Here are some of the high points of her trip to the Tennessee capital, in her own words:
Standout culinary experience: Until my trip to Music City, I had never heard of hot chicken. The dish is simple—fried chicken coated in a spicy sauce and served on white bread with pickle chips—and it’s all the rage in Nashville. I gave the local favorite a try at Hattie B’s and was instantly sold.
While the joint offers degrees of heat to suit any palate, even daredevils should think twice before ordering up their hottest chicken—”Shut the Cluck Up.”
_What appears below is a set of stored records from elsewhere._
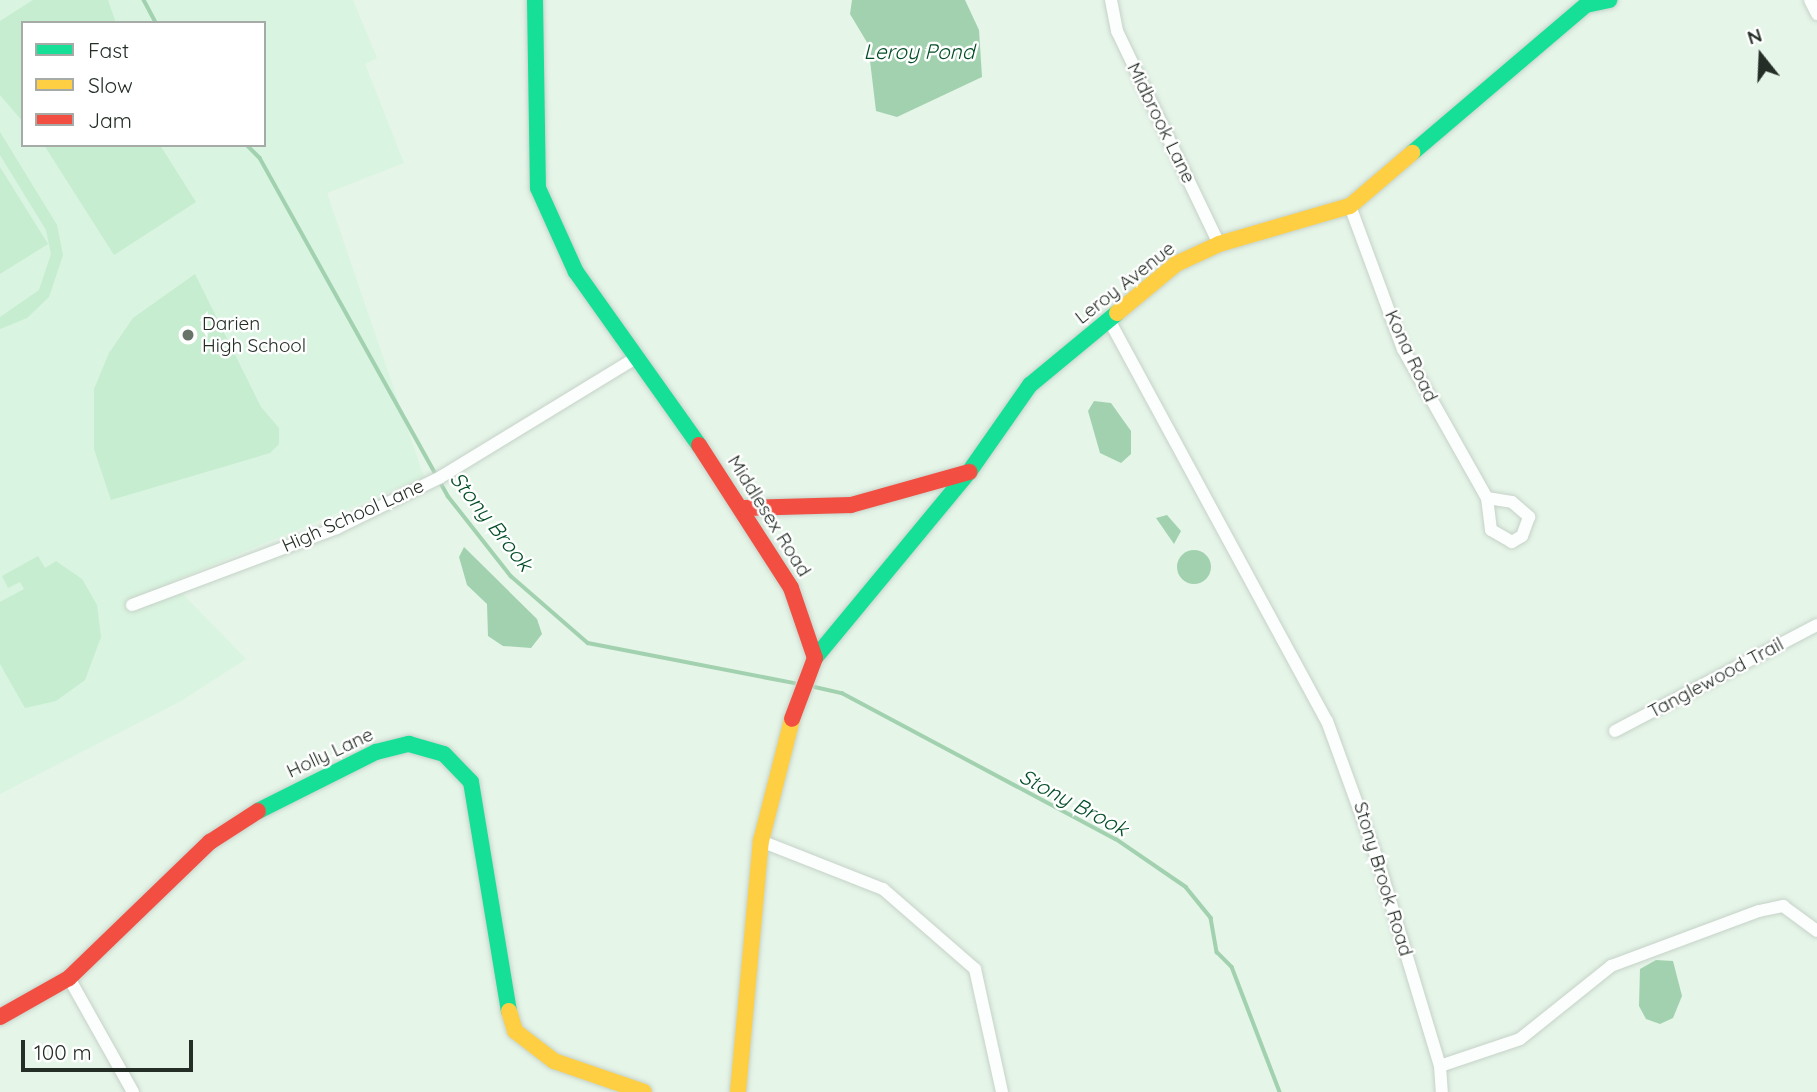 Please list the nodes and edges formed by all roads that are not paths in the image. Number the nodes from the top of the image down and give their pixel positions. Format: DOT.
graph roads {
  1 [pos="535,0"];
  2 [pos="1111,0"];
  3 [pos="1609,0"];
  4 [pos="1810,0"];
  5 [pos="1585,2"];
  6 [pos="1817,14"];
  7 [pos="1350,206"];
  8 [pos="1219,244"];
  9 [pos="1109,320"];
  10 [pos="634,359"];
  11 [pos="968,472"];
  12 [pos="1487,498"];
  13 [pos="744,508"];
  14 [pos="132,605"];
  15 [pos="1817,625"];
  16 [pos="815,658"];
  17 [pos="1615,731"];
  18 [pos="761,841"];
  19 [pos="1817,931"];
  20 [pos="69,978"];
  21 [pos="0,1017"];
  22 [pos="1440,1066"];
  23 [pos="133,1092"];
  24 [pos="644,1092"];
  25 [pos="738,1092"];
  26 [pos="1002,1092"];
  27 [pos="1443,1092"];
  1 -- 10 [label="street, Middlesex Road"];
  2 -- 8 [label="street, Midbrook Lane"];
  3 -- 5 [label="street, Leroy Avenue"];
  4 -- 6 [label="street"];
  5 -- 7 [label="street, Leroy Avenue"];
  7 -- 8 [label="street, Leroy Avenue"];
  7 -- 12 [label="street, Kona Road"];
  8 -- 9 [label="street, Leroy Avenue"];
  9 -- 11 [label="street, Leroy Avenue"];
  9 -- 22 [label="street, Stony Brook Road"];
  10 -- 13 [label="street, Middlesex Road"];
  10 -- 14 [label="street, High School Lane"];
  11 -- 13 [label="street"];
  11 -- 16 [label="street, Leroy Avenue"];
  13 -- 16 [label="street, Middlesex Road"];
  15 -- 17 [label="street, Tanglewood Trail"];
  16 -- 18 [label="street"];
  18 -- 25 [label="street"];
  18 -- 26 [label="street"];
  19 -- 22 [label="street"];
  20 -- 21 [label="street, Holly Lane"];
  20 -- 23 [label="street"];
  20 -- 24 [label="street, Holly Lane"];
  22 -- 27 [label="street, Stony Brook Road"];
}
Authentic Souvenir: If you ask me, the best souvenirs are edible, and Nashville did not disappoint in that regard. For a sweet treat to share with your officemates (or hoard for yourself—no judgment here!), stop at Olive & Sinclair to snap up some stone-ground, bean-to-bar chocolate. My favorite treats were the duck fat caramels (yes, you read that right) and chocolates made with Tennessee bourbon. For a more traditional (but no less delicious) indulgence, grab some Goo Goo Clusters—the “first ever combination candy bar”—just off Broadway on 3rd Avenue. Chocolate, caramel, marshmallow nougat, and peanuts. Need I say more?
Memorable Moment: No trip to Nashville would be complete without seeing the legendary custom poster and design work on display at Hatch Show Print in the lobby of the Country Music Hall of Fame and Museum complex. Watching the printers create fresh works of art on historic letterpress machines is truly a sight to behold. Take a tour and say hello to master printer Jim Sherraden, who you’re likely to find behind the helm of the largest press, then grab a print from the shop to take home—another authentic local souvenir.
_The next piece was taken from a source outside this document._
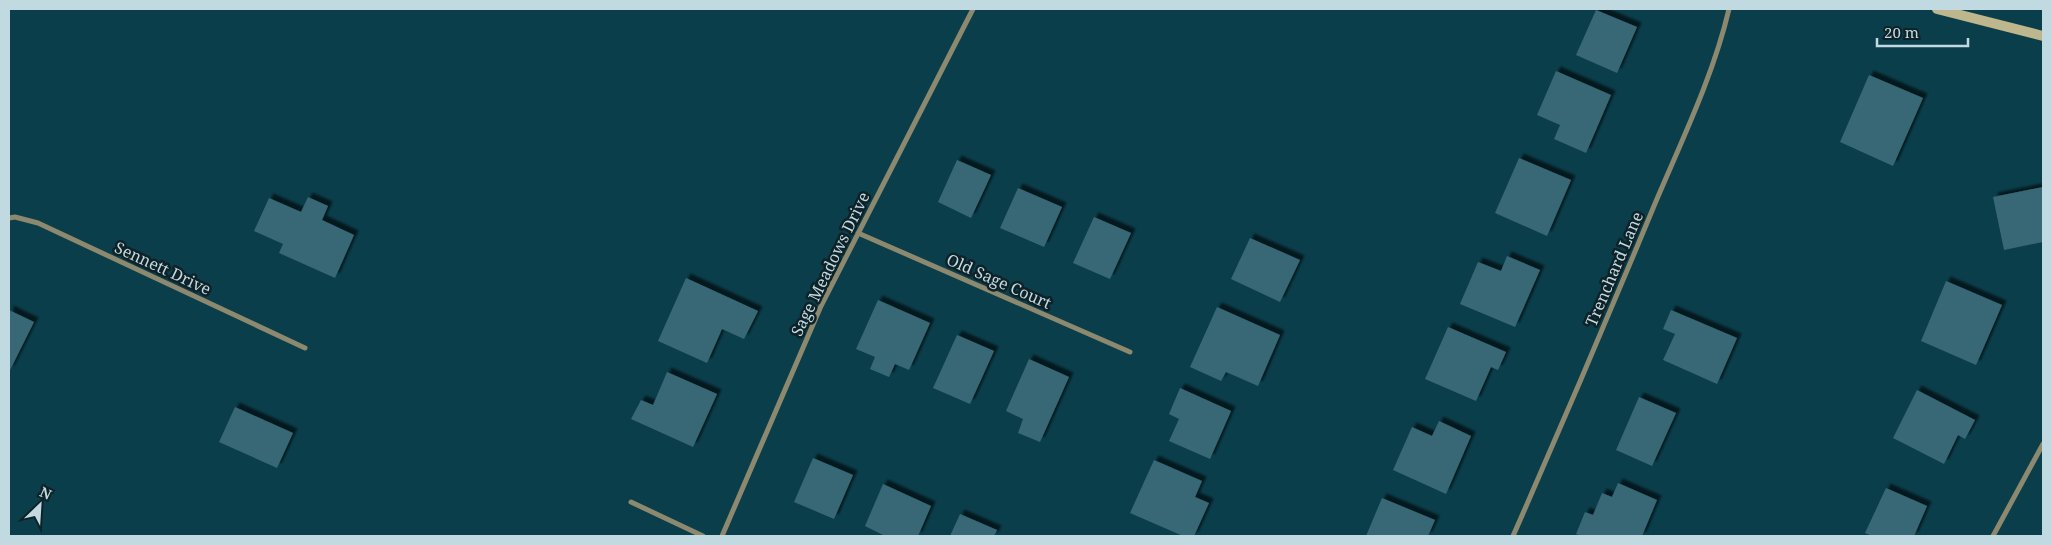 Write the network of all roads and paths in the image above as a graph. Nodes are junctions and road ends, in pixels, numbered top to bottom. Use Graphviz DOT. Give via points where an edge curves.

Practical Tip: There’s so much to do downtown that it can be easy to ignore other parts of the city—but don’t. The Germantown neighborhood,Germantown neighborhood, Nashville’s first suburb, is worth visiting for its food scene, including a year-round farmers market and one of my favorite restaurants, Rolf and Daughters. Across the Cumberland River lies East Nashville, where Olive & Sinclair can be found, as well as an eclectic mix of shops and restaurants. Last, but not least, make time to poke around Music Valley and take in a show at the Grand Ole Opry.
Best Museum: Country music may be the first thing that comes to mind when people think of Nashville, but I’d argue that the city’s growing art scene provides more than enough reason to visit. Start your tour along 5th Avenue with stops at the Rymer Gallery, The Arts Company, and Tinney Contemporary. If you’re lucky, local artist Herb Williams will be hanging around the Rymer and you can pick his brain about his incredible artwork made from Crayola crayons.